If you’ve ever tried to search, copy, or edit text in a scanned PDF and found that nothing happens when you select it, you’ve run into the most common limitation of scanned documents: they’re images, not text. This guide explains how OCR (Optical Character Recognition) solves that problem, when you need it, and how to convert any scanned PDF into a searchable, selectable document for free.

Why a Scanned PDF Isn’t Really "Text"

When you scan a paper document — or take a photo of it with your phone and save it as a PDF — what you get is a picture of the page, wrapped inside a PDF container. To your computer, that page is no different from a photo of a sunset: a grid of pixels with no concept of letters, words, or paragraphs.

This creates real problems. You can’t press Ctrl+F to find a clause in a scanned contract. You can’t copy a paragraph to paste into an email. Screen readers used by visually impaired users can’t read the content aloud. And if you need to translate the document or run it through any text-processing tool, you’re stuck retyping everything by hand.

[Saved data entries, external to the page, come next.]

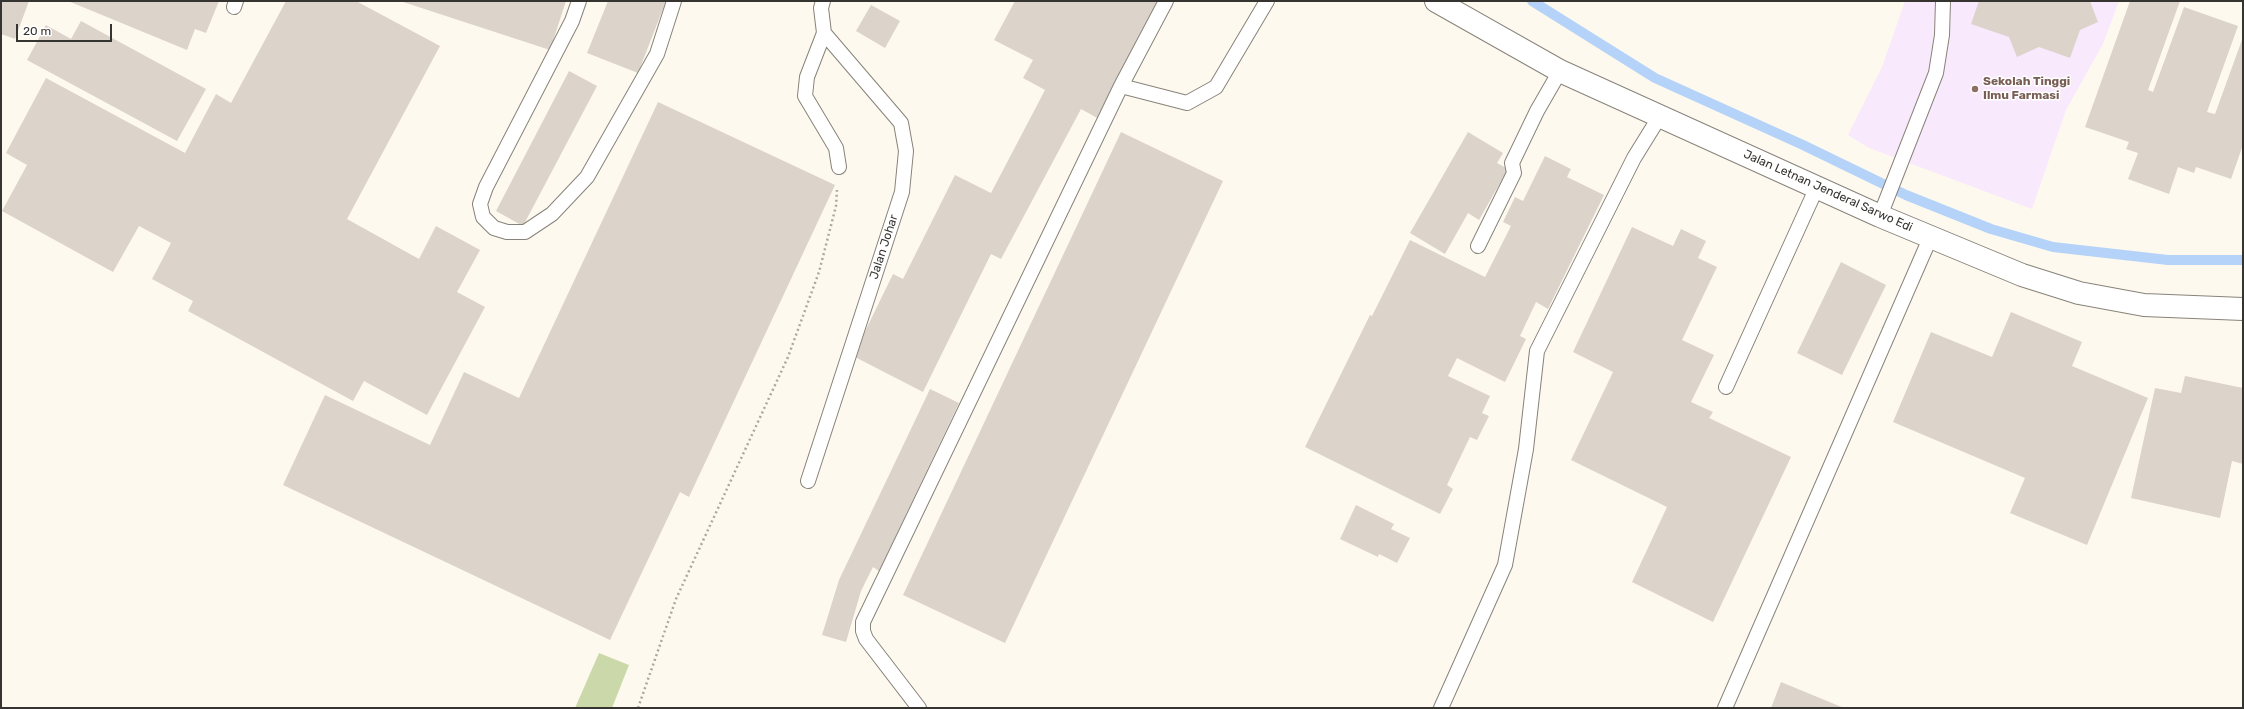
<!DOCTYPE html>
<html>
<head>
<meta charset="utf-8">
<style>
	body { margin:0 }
	#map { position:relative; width:2244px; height:709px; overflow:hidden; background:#fef9ef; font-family:Rubik,sans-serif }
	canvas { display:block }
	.frame { position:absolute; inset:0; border:2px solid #363430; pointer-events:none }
	.scale { position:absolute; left:16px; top:24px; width:96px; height:18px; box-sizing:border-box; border:2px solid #363430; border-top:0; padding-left:5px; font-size:12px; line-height:14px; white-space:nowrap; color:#363430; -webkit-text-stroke:3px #fff; paint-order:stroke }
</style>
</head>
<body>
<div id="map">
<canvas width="2244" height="709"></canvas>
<div class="frame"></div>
<div class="scale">20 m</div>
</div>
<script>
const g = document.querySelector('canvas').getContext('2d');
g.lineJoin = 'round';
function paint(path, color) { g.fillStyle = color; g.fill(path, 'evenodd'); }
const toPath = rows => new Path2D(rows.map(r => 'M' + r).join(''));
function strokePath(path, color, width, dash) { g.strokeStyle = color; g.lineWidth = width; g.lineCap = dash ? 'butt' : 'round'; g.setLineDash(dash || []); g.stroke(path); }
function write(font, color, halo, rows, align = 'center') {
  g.font = font + ' Rubik,sans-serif'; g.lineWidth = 3; g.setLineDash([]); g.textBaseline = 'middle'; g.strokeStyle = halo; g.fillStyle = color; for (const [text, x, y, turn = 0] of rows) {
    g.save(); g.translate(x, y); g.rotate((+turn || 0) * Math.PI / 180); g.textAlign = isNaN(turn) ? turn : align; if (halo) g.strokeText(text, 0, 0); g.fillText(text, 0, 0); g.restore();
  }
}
const education = toPath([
	[1905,1,2119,1,2103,44,2066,110,2032,209,1869,148,1848,135,1882,67]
]);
const green = toPath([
	[599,653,629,665,612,708,575,708]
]);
const stream = toPath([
	[1532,1,1655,78,1803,145,1906,195,1991,229,2053,247,2168,260,2243,260]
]);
const building = toPath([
	[1,1,29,1,15,39,1,34],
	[68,1,219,1,206,33,195,29,187,50],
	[286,1,356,1,440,46,347,219,419,259,436,226,480,250,457,292,485,307,427,415,364,381,353,401,188,311,193,301,152,279,171,243,139,226,113,272,2,211,27,165,6,153,46,78,185,153,216,94,231,103],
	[400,1,566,1,550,50],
	[608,1,666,1,638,73,587,53],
	[1015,1,1161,1,1099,119,1081,109,1001,259,991,254,923,392,853,356,893,274,903,279,955,175,991,193,1045,90,1023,78,1033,60,994,40],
	[1979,1,2090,1,2098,22,2080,30,2070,58,2039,47,2017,57,2009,37,1971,24],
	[2130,1,2180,1,2148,90,2153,92,2184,7,2238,26,2207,112,2215,114,2243,37,2243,145,2231,179,2196,167,2194,173,2178,167,2169,194,2128,179,2138,153,2126,149,2129,142,2085,127],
	[871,5,900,21,885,48,856,31],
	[81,21,206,89,177,141,27,60,46,25,71,39],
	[569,71,597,86,523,226,496,211],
	[658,102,835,185,689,497,680,492,610,640,283,485,325,395,430,445,464,372,519,398],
	[1121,132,1223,181,1005,643,903,595],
	[1468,132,1503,153,1497,163,1508,169,1479,220,1468,213,1445,254,1410,233],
	[1545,156,1571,169,1567,177,1604,195,1548,309,1536,302,1520,336,1526,339,1505,382,1457,358,1448,376,1490,396,1482,413,1489,416,1477,440,1470,437,1447,485,1453,489,1440,514,1305,447,1370,315,1372,316,1410,240,1485,277,1511,226,1503,222,1515,197,1523,201],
	[1632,227,1673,246,1681,229,1706,241,1698,258,1717,267,1682,340,1714,355,1691,402,1713,412,1709,418,1791,457,1713,622,1632,582,1667,507,1571,460,1613,372,1573,352],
	[1841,262,1886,285,1842,375,1797,353],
	[2011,312,2082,342,2072,366,2148,398,2087,545,2010,513,2025,478,1893,422,1931,332,1992,357],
	[2185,376,2243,388,2243,464,2232,461,2220,518,2131,498,2155,388,2181,393],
	[930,389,959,403,879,571,873,567,861,591,846,642,822,635,839,580],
	[1356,505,1394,524,1391,529,1410,538,1397,563,1379,554,1378,557,1340,539],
	[1781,682,1844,708,1771,708]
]);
const path = toPath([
	[638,708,676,599,788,357,819,272,836,206,837,190]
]);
const service = toPath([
	[579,1,572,21,486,187,480,204,483,217,494,228,507,232,525,232,552,214,587,177,657,54,674,1],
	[234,7,236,1],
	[824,33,807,77,805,96,836,148,839,167],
	[1121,86,1187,103,1216,87,1267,1],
	[1880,216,1936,73,1942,35,1943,1],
	[1478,246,1514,173,1512,163,1537,111,1560,71],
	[1726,387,1817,187],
	[808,481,902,192,906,151,901,123,824,33,821,8,823,1],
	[919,708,866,639,863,631,863,622,1121,86,1166,1],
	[1441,708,1505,565,1526,449,1537,351,1634,158,1660,116],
	[1725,708,1931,236]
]);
const secondary = toPath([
	[1436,1,1560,71,1880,216,2022,275,2079,293,2144,305,2243,309]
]);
const markers = [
	[1975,89,4,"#8d6e63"]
];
const educationNames = [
	["Sekolah Tinggi",1983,82],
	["Ilmu Farmasi",1983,96]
];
const streetNames = [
	["Jalan Letnan Jenderal Sarwo Edi",1828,191,24],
	["Jalan Johar",884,247,-72]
];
paint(education, '#f9e9fc');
paint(green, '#cbd9aa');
strokePath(stream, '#b5d3f8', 10);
paint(building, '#dcd3cb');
strokePath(service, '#88837a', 16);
strokePath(secondary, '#88837a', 24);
strokePath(path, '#aba8a0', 2.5, [2, 3]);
strokePath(service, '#fff', 14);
strokePath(secondary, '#fff', 22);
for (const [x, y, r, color] of markers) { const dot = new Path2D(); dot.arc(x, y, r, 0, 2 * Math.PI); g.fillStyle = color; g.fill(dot); strokePath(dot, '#fff', 1.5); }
write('bold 12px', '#785e54', '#fff', educationNames, 'left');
write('12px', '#363430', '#fff', streetNames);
</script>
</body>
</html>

OCR (Optical Character Recognition) solves this by analyzing the shapes on each page, recognizing them as letters and numbers, and reconstructing the actual text — turning a "picture of words" into real, searchable, selectable words.

How OCR Works (In Plain Terms)

Modern OCR engines go through a few stages for each page of your document:

1. Pre-processing

The image is cleaned up — straightened if it was scanned at an angle, contrast adjusted, and noise removed so text stands out clearly from the background.

2. Layout Analysis

The engine identifies which regions of the page contain text, images, or tables, and determines the reading order — important for multi-column documents.

3. Character Recognition

Each text region is broken into individual characters and words, which are matched against trained models to determine the most likely letters and numbers.

4. Text Layer Output

The recognized text is placed into an invisible layer positioned exactly over the original image, so the page still looks like a scan but now contains real, selectable text underneath.

Step-by-Step: Make Your Scanned PDF Searchable

  1. 1

    Open our OCR tool and upload your scanned PDF — this can be a document you scanned, downloaded, or photographed with your phone and converted to PDF.

  2. 2

    The tool analyzes each page and runs OCR locally in your browser, identifying text regions and recognizing characters.

  3. 3

    Review the recognized text. For most printed documents — invoices, reports, books, forms — recognition accuracy is very high; for low-quality scans or unusual fonts, spot-check a few pages.

  4. 4

    Download the new searchable PDF. It looks identical to the original but now has a text layer behind every page, so Ctrl+F and copy-paste work as expected.

  5. 5

    If you need the raw text separately (for example, to paste into a document or translation tool), use the extracted text output alongside the searchable PDF.

You can also use our Scanned PDF to Searchable PDF tool, which is built specifically for converting batches of scanned pages into a single searchable document.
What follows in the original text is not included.